PROMPT: Pictures in the entries below are to be left out; otherwise, reproduce exactly the lines from the first through the line containing "ctx.rectangle(x, y, w, h)".

Dataset excerpts:
::::
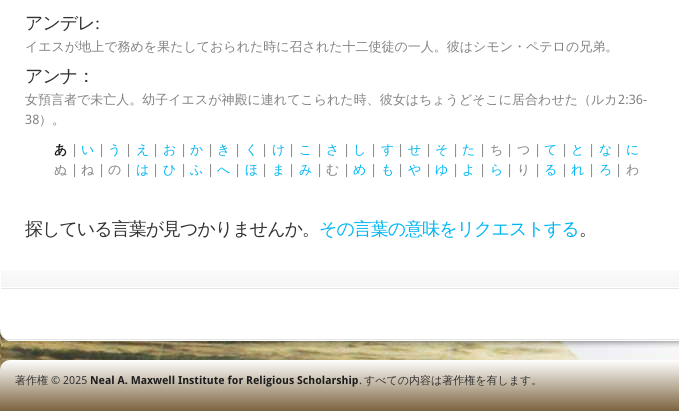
import math
import cairo

surface = cairo.ImageSurface(cairo.FORMAT_RGB24, 679, 411)
ctx = cairo.Context(surface)
options = cairo.FontOptions()
options.set_hint_metrics(cairo.HINT_METRICS_OFF)
options.set_hint_style(cairo.HINT_STYLE_NONE)
ctx.set_font_options(options)
ctx.set_miter_limit(4)


def spaced_text(x, y, s, letter, word):
    ctx.move_to(x, y)
    for ch in s:
        ctx.show_text(ch)
        ctx.rel_move_to(letter + word * (ch == ' '), 0)


def picture(path, x, y, w, h):
    ctx.save()
    ctx.set_source_surface(cairo.ImageSurface.create_from_png(path), x, y)
    ctx.rectangle(x, y, w, h)
    ctx.fill()
    ctx.restore()


ctx.set_source_rgb(1, 1, 1)
ctx.paint()
picture("img1.png", 0, 331, 679, 39)
picture("img2.png", 1, 270, 678, 17)
ctx.set_source_rgb(0.898, 0.898, 0.898)
ctx.rectangle(1, 288, 678, 1)
ctx.fill()
ctx.select_font_face("WenQuanYi Zen Hei Medium")
ctx.set_font_size(18)
ctx.set_source_rgb(0.2, 0.2, 0.2)
spaced_text(25, 29, "アンデレ", -1, 0)
ctx.select_font_face("Liberation Serif")
spaced_text(95, 29, ":", -1, 0)
ctx.select_font_face("WenQuanYi Zen Hei Medium")
ctx.set_font_size(13)
ctx.set_source_rgb(0.51, 0.51, 0.51)
ctx.move_to(25, 51)
ctx.show_text("イエスが地上で務めを果たしておられた時に召された十二使徒の一人。彼はシモン・ペテロの兄弟。")
ctx.set_font_size(18)
ctx.set_source_rgb(0.2, 0.2, 0.2)
spaced_text(25, 82, "アンナ：", -1, 0)
ctx.set_font_size(13)
ctx.set_source_rgb(0.51, 0.51, 0.51)
ctx.move_to(25, 104)
ctx.show_text("女預言者で未亡人。幼子イエスが神殿に連れてこられた時、彼女はちょうどそこに居合わせた（ルカ")
ctx.select_font_face("Droid Sans")
ctx.move_to(618, 104)
ctx.show_text("2:36-")
ctx.move_to(25, 124)
ctx.show_text("38")
ctx.select_font_face("WenQuanYi Zen Hei Medium")
ctx.move_to(39, 124)
ctx.show_text("）。")
ctx.select_font_face("WenQuanYi Zen Hei", cairo.FONT_SLANT_NORMAL, cairo.FONT_WEIGHT_BOLD)
ctx.set_source_rgb(0.11, 0.11, 0.11)
ctx.move_to(54, 154)
ctx.show_text("あ")
ctx.select_font_face("Droid Sans")
ctx.set_source_rgb(0.51, 0.51, 0.51)
ctx.move_to(71, 154)
ctx.show_text("|")
ctx.select_font_face("WenQuanYi Zen Hei Medium")
ctx.set_source_rgb(0, 0.718, 0.953)
ctx.move_to(81, 154)
ctx.show_text("い")
ctx.select_font_face("Droid Sans")
ctx.set_source_rgb(0.51, 0.51, 0.51)
ctx.move_to(98, 154)
ctx.show_text("|")
ctx.select_font_face("WenQuanYi Zen Hei Medium")
ctx.set_source_rgb(0, 0.718, 0.953)
ctx.move_to(108, 154)
ctx.show_text("う")
ctx.select_font_face("Droid Sans")
ctx.set_source_rgb(0.51, 0.51, 0.51)
ctx.move_to(125, 154)
ctx.show_text("|")
ctx.select_font_face("WenQuanYi Zen Hei Medium")
ctx.set_source_rgb(0, 0.718, 0.953)
ctx.move_to(136, 154)
ctx.show_text("え")
ctx.select_font_face("Droid Sans")
ctx.set_source_rgb(0.51, 0.51, 0.51)
ctx.move_to(152, 154)
ctx.show_text("|")
ctx.select_font_face("WenQuanYi Zen Hei Medium")
ctx.set_source_rgb(0, 0.718, 0.953)
ctx.move_to(163, 154)
ctx.show_text("お")
ctx.select_font_face("Droid Sans")
ctx.set_source_rgb(0.51, 0.51, 0.51)
ctx.move_to(180, 154)
ctx.show_text("|")
ctx.select_font_face("WenQuanYi Zen Hei Medium")
ctx.set_source_rgb(0, 0.718, 0.953)
ctx.move_to(190, 154)
ctx.show_text("か")
ctx.select_font_face("Droid Sans")
ctx.set_source_rgb(0.51, 0.51, 0.51)
ctx.move_to(207, 154)
ctx.show_text("|")
ctx.select_font_face("WenQuanYi Zen Hei Medium")
ctx.set_source_rgb(0, 0.718, 0.953)
ctx.move_to(217, 154)
ctx.show_text("き")
ctx.select_font_face("Droid Sans")
ctx.set_source_rgb(0.51, 0.51, 0.51)
ctx.move_to(234, 154)
ctx.show_text("|")
ctx.select_font_face("WenQuanYi Zen Hei Medium")
ctx.set_source_rgb(0, 0.718, 0.953)
ctx.move_to(245, 154)
ctx.show_text("く")
ctx.select_font_face("Droid Sans")
ctx.set_source_rgb(0.51, 0.51, 0.51)
ctx.move_to(261, 154)
ctx.show_text("|")
ctx.select_font_face("WenQuanYi Zen Hei Medium")
ctx.set_source_rgb(0, 0.718, 0.953)
ctx.move_to(272, 154)
ctx.show_text("け")
ctx.select_font_face("Droid Sans")
ctx.set_source_rgb(0.51, 0.51, 0.51)
ctx.move_to(288, 154)
ctx.show_text("|")
ctx.select_font_face("WenQuanYi Zen Hei Medium")
ctx.set_source_rgb(0, 0.718, 0.953)
ctx.move_to(299, 154)
ctx.show_text("こ")
ctx.select_font_face("Droid Sans")
ctx.set_source_rgb(0.51, 0.51, 0.51)
ctx.move_to(316, 154)
ctx.show_text("|")
ctx.select_font_face("WenQuanYi Zen Hei Medium")
ctx.set_source_rgb(0, 0.718, 0.953)
ctx.move_to(326, 154)
ctx.show_text("さ")
ctx.select_font_face("Droid Sans")
ctx.set_source_rgb(0.51, 0.51, 0.51)
ctx.move_to(343, 154)
ctx.show_text("|")
ctx.select_font_face("WenQuanYi Zen Hei Medium")
ctx.set_source_rgb(0, 0.718, 0.953)
ctx.move_to(353, 154)
ctx.show_text("し")
ctx.select_font_face("Droid Sans")
ctx.set_source_rgb(0.51, 0.51, 0.51)
ctx.move_to(370, 154)
ctx.show_text("|")
ctx.select_font_face("WenQuanYi Zen Hei Medium")
ctx.set_source_rgb(0, 0.718, 0.953)
ctx.move_to(381, 154)
ctx.show_text("す")
ctx.select_font_face("Droid Sans")
ctx.set_source_rgb(0.51, 0.51, 0.51)
ctx.move_to(397, 154)
ctx.show_text("|")
ctx.select_font_face("WenQuanYi Zen Hei Medium")
ctx.set_source_rgb(0, 0.718, 0.953)
ctx.move_to(408, 154)
ctx.show_text("せ")
ctx.select_font_face("Droid Sans")
ctx.set_source_rgb(0.51, 0.51, 0.51)
ctx.move_to(425, 154)
ctx.show_text("|")
ctx.select_font_face("WenQuanYi Zen Hei Medium")
ctx.set_source_rgb(0, 0.718, 0.953)
ctx.move_to(435, 154)
ctx.show_text("そ")
ctx.select_font_face("Droid Sans")
ctx.set_source_rgb(0.51, 0.51, 0.51)
ctx.move_to(452, 154)
ctx.show_text("|")
ctx.select_font_face("WenQuanYi Zen Hei Medium")
ctx.set_source_rgb(0, 0.718, 0.953)
ctx.move_to(462, 154)
ctx.show_text("た")
ctx.select_font_face("Droid Sans")
ctx.set_source_rgb(0.51, 0.51, 0.51)
ctx.move_to(479, 154)
ctx.show_text("|")
ctx.select_font_face("WenQuanYi Zen Hei Medium")
ctx.move_to(490, 154)
ctx.show_text("ち")
ctx.select_font_face("Droid Sans")
ctx.move_to(506, 154)
ctx.show_text("|")
ctx.select_font_face("WenQuanYi Zen Hei Medium")
ctx.move_to(517, 154)
ctx.show_text("つ")
ctx.select_font_face("Droid Sans")
ctx.move_to(534, 154)
ctx.show_text("|")
ctx.select_font_face("WenQuanYi Zen Hei Medium")
ctx.set_source_rgb(0, 0.718, 0.953)
ctx.move_to(544, 154)
ctx.show_text("て")
ctx.select_font_face("Droid Sans")
ctx.set_source_rgb(0.51, 0.51, 0.51)
ctx.move_to(561, 154)
ctx.show_text("|")
ctx.select_font_face("WenQuanYi Zen Hei Medium")
ctx.set_source_rgb(0, 0.718, 0.953)
ctx.move_to(571, 154)
ctx.show_text("と")
ctx.select_font_face("Droid Sans")
ctx.set_source_rgb(0.51, 0.51, 0.51)
ctx.move_to(588, 154)
ctx.show_text("|")
ctx.select_font_face("WenQuanYi Zen Hei Medium")
ctx.set_source_rgb(0, 0.718, 0.953)
ctx.move_to(599, 154)
ctx.show_text("な")
ctx.select_font_face("Droid Sans")
ctx.set_source_rgb(0.51, 0.51, 0.51)
ctx.move_to(615, 154)
ctx.show_text("|")
ctx.select_font_face("WenQuanYi Zen Hei Medium")
ctx.set_source_rgb(0, 0.718, 0.953)
ctx.move_to(626, 154)
ctx.show_text("に")
ctx.set_source_rgb(0.51, 0.51, 0.51)
ctx.move_to(54, 174)
ctx.show_text("ぬ")
ctx.select_font_face("Droid Sans")
ctx.move_to(71, 174)
ctx.show_text("|")
ctx.select_font_face("WenQuanYi Zen Hei Medium")
ctx.move_to(81, 174)
ctx.show_text("ね")
ctx.select_font_face("Droid Sans")
ctx.move_to(98, 174)
ctx.show_text("|")
ctx.select_font_face("WenQuanYi Zen Hei Medium")
ctx.move_to(108, 174)
ctx.show_text("の")
ctx.select_font_face("Droid Sans")
ctx.move_to(125, 174)
ctx.show_text("|")
ctx.select_font_face("WenQuanYi Zen Hei Medium")
ctx.set_source_rgb(0, 0.718, 0.953)
ctx.move_to(136, 174)
ctx.show_text("は")
ctx.select_font_face("Droid Sans")
ctx.set_source_rgb(0.51, 0.51, 0.51)
ctx.move_to(152, 174)
ctx.show_text("|")
ctx.select_font_face("WenQuanYi Zen Hei Medium")
ctx.set_source_rgb(0, 0.718, 0.953)
ctx.move_to(163, 174)
ctx.show_text("ひ")
ctx.select_font_face("Droid Sans")
ctx.set_source_rgb(0.51, 0.51, 0.51)
ctx.move_to(180, 174)
ctx.show_text("|")
ctx.select_font_face("WenQuanYi Zen Hei Medium")
ctx.set_source_rgb(0, 0.718, 0.953)
ctx.move_to(190, 174)
ctx.show_text("ふ")
ctx.select_font_face("Droid Sans")
ctx.set_source_rgb(0.51, 0.51, 0.51)
ctx.move_to(207, 174)
ctx.show_text("|")
ctx.select_font_face("WenQuanYi Zen Hei Medium")
ctx.set_source_rgb(0, 0.718, 0.953)
ctx.move_to(217, 174)
ctx.show_text("へ")
ctx.select_font_face("Droid Sans")
ctx.set_source_rgb(0.51, 0.51, 0.51)
ctx.move_to(234, 174)
ctx.show_text("|")
ctx.select_font_face("WenQuanYi Zen Hei Medium")
ctx.set_source_rgb(0, 0.718, 0.953)
ctx.move_to(245, 174)
ctx.show_text("ほ")
ctx.select_font_face("Droid Sans")
ctx.set_source_rgb(0.51, 0.51, 0.51)
ctx.move_to(261, 174)
ctx.show_text("|")
ctx.select_font_face("WenQuanYi Zen Hei Medium")
ctx.set_source_rgb(0, 0.718, 0.953)
ctx.move_to(272, 174)
ctx.show_text("ま")
ctx.select_font_face("Droid Sans")
ctx.set_source_rgb(0.51, 0.51, 0.51)
ctx.move_to(288, 174)
ctx.show_text("|")
ctx.select_font_face("WenQuanYi Zen Hei Medium")
ctx.set_source_rgb(0, 0.718, 0.953)
ctx.move_to(299, 174)
ctx.show_text("み")
ctx.select_font_face("Droid Sans")
ctx.set_source_rgb(0.51, 0.51, 0.51)
ctx.move_to(316, 174)
ctx.show_text("|")
ctx.select_font_face("WenQuanYi Zen Hei Medium")
ctx.move_to(326, 174)
ctx.show_text("む")
ctx.select_font_face("Droid Sans")
ctx.move_to(343, 174)
ctx.show_text("|")
ctx.select_font_face("WenQuanYi Zen Hei Medium")
ctx.set_source_rgb(0, 0.718, 0.953)
ctx.move_to(353, 174)
ctx.show_text("め")
ctx.select_font_face("Droid Sans")
ctx.set_source_rgb(0.51, 0.51, 0.51)
ctx.move_to(370, 174)
ctx.show_text("|")
ctx.select_font_face("WenQuanYi Zen Hei Medium")
ctx.set_source_rgb(0, 0.718, 0.953)
ctx.move_to(381, 174)
ctx.show_text("も")
ctx.select_font_face("Droid Sans")
ctx.set_source_rgb(0.51, 0.51, 0.51)
ctx.move_to(397, 174)
ctx.show_text("|")
ctx.select_font_face("WenQuanYi Zen Hei Medium")
ctx.set_source_rgb(0, 0.718, 0.953)
ctx.move_to(408, 174)
ctx.show_text("や")
ctx.select_font_face("Droid Sans")
ctx.set_source_rgb(0.51, 0.51, 0.51)
ctx.move_to(425, 174)
ctx.show_text("|")
ctx.select_font_face("WenQuanYi Zen Hei Medium")
ctx.set_source_rgb(0, 0.718, 0.953)
ctx.move_to(435, 174)
ctx.show_text("ゆ")
ctx.select_font_face("Droid Sans")
ctx.set_source_rgb(0.51, 0.51, 0.51)
ctx.move_to(452, 174)
ctx.show_text("|")
ctx.select_font_face("WenQuanYi Zen Hei Medium")
ctx.set_source_rgb(0, 0.718, 0.953)
ctx.move_to(462, 174)
ctx.show_text("よ")
ctx.select_font_face("Droid Sans")
ctx.set_source_rgb(0.51, 0.51, 0.51)
ctx.move_to(479, 174)
ctx.show_text("|")
ctx.select_font_face("WenQuanYi Zen Hei Medium")
ctx.set_source_rgb(0, 0.718, 0.953)
ctx.move_to(490, 174)
ctx.show_text("ら")
ctx.select_font_face("Droid Sans")
ctx.set_source_rgb(0.51, 0.51, 0.51)
ctx.move_to(506, 174)
ctx.show_text("|")
ctx.select_font_face("WenQuanYi Zen Hei Medium")
ctx.move_to(517, 174)
ctx.show_text("り")
ctx.select_font_face("Droid Sans")
ctx.move_to(534, 174)
ctx.show_text("|")
ctx.select_font_face("WenQuanYi Zen Hei Medium")
ctx.set_source_rgb(0, 0.718, 0.953)
ctx.move_to(544, 174)
ctx.show_text("る")
ctx.select_font_face("Droid Sans")
ctx.set_source_rgb(0.51, 0.51, 0.51)
ctx.move_to(561, 174)
ctx.show_text("|")
ctx.select_font_face("WenQuanYi Zen Hei Medium")
ctx.set_source_rgb(0, 0.718, 0.953)
ctx.move_to(571, 174)
ctx.show_text("れ")
ctx.select_font_face("Droid Sans")
ctx.set_source_rgb(0.51, 0.51, 0.51)
ctx.move_to(588, 174)
ctx.show_text("|")
ctx.select_font_face("WenQuanYi Zen Hei Medium")
ctx.set_source_rgb(0, 0.718, 0.953)
ctx.move_to(599, 174)
ctx.show_text("ろ")
ctx.select_font_face("Droid Sans")
ctx.set_source_rgb(0.51, 0.51, 0.51)
ctx.move_to(615, 174)
ctx.show_text("|")
ctx.select_font_face("WenQuanYi Zen Hei Medium")
ctx.move_to(626, 174)
ctx.show_text("わ")
ctx.set_font_size(18)
ctx.set_source_rgb(0.2, 0.2, 0.2)
spaced_text(25, 235, "探している言葉が見つかりませんか。", -1, 0)
ctx.set_source_rgb(0, 0.718, 0.953)
spaced_text(319, 235, "その言葉の意味をリクエストする", -1, 0)
ctx.set_source_rgb(0.2, 0.2, 0.2)
spaced_text(579, 235, "。", -1, 0)
picture("img3.png", 0, 329, 679, 19)
gradient = cairo.LinearGradient(480, 360, 480, 411)
gradient.add_color_stop_rgba(0, 1, 1, 1, 1)
gradient.add_color_stop_rgba(1, 0.486, 0.388, 0.243, 1)
ctx.set_source(gradient)
ctx.new_path()
ctx.move_to(10, 360)
ctx.line_to(679, 360)
ctx.curve_to(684.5, 360, 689, 364.5, 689, 370)
ctx.line_to(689, 411)
ctx.line_to(0, 411)
ctx.line_to(0, 370)
ctx.curve_to(0, 364.5, 4.5, 360, 10, 360)
ctx.close_path()
ctx.fill()
ctx.set_font_size(11)
ctx.set_source_rgb(0.2, 0.2, 0.2)
ctx.move_to(15, 384)
ctx.show_text("著作権")
ctx.select_font_face("Droid Sans")
ctx.move_to(51, 384)
ctx.show_text("© 2025")
ctx.select_font_face("Droid Sans", cairo.FONT_SLANT_NORMAL, cairo.FONT_WEIGHT_BOLD)
ctx.set_source_rgb(0.11, 0.11, 0.11)
ctx.move_to(90, 384)
ctx.show_text("Neal A. Maxwell Institute for Religious Scholarship")
ctx.select_font_face("Droid Sans")
ctx.set_source_rgb(0.2, 0.2, 0.2)
ctx.move_to(359, 384)
ctx.show_text(".")
ctx.select_font_face("WenQuanYi Zen Hei Medium")
ctx.move_to(364, 384)
ctx.show_text("すべての内容は著作権を有します。")
surface.write_to_png("page.png")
::::
EXERCISE RESULT:
import math
import cairo

surface = cairo.ImageSurface(cairo.FORMAT_RGB24, 679, 411)
ctx = cairo.Context(surface)
options = cairo.FontOptions()
options.set_hint_metrics(cairo.HINT_METRICS_OFF)
options.set_hint_style(cairo.HINT_STYLE_NONE)
ctx.set_font_options(options)
ctx.set_miter_limit(4)


def spaced_text(x, y, s, letter, word):
    ctx.move_to(x, y)
    for ch in s:
        ctx.show_text(ch)
        ctx.rel_move_to(letter + word * (ch == ' '), 0)


def picture(path, x, y, w, h):
    ctx.save()
    ctx.set_source_surface(cairo.ImageSurface.create_from_png(path), x, y)
    ctx.rectangle(x, y, w, h)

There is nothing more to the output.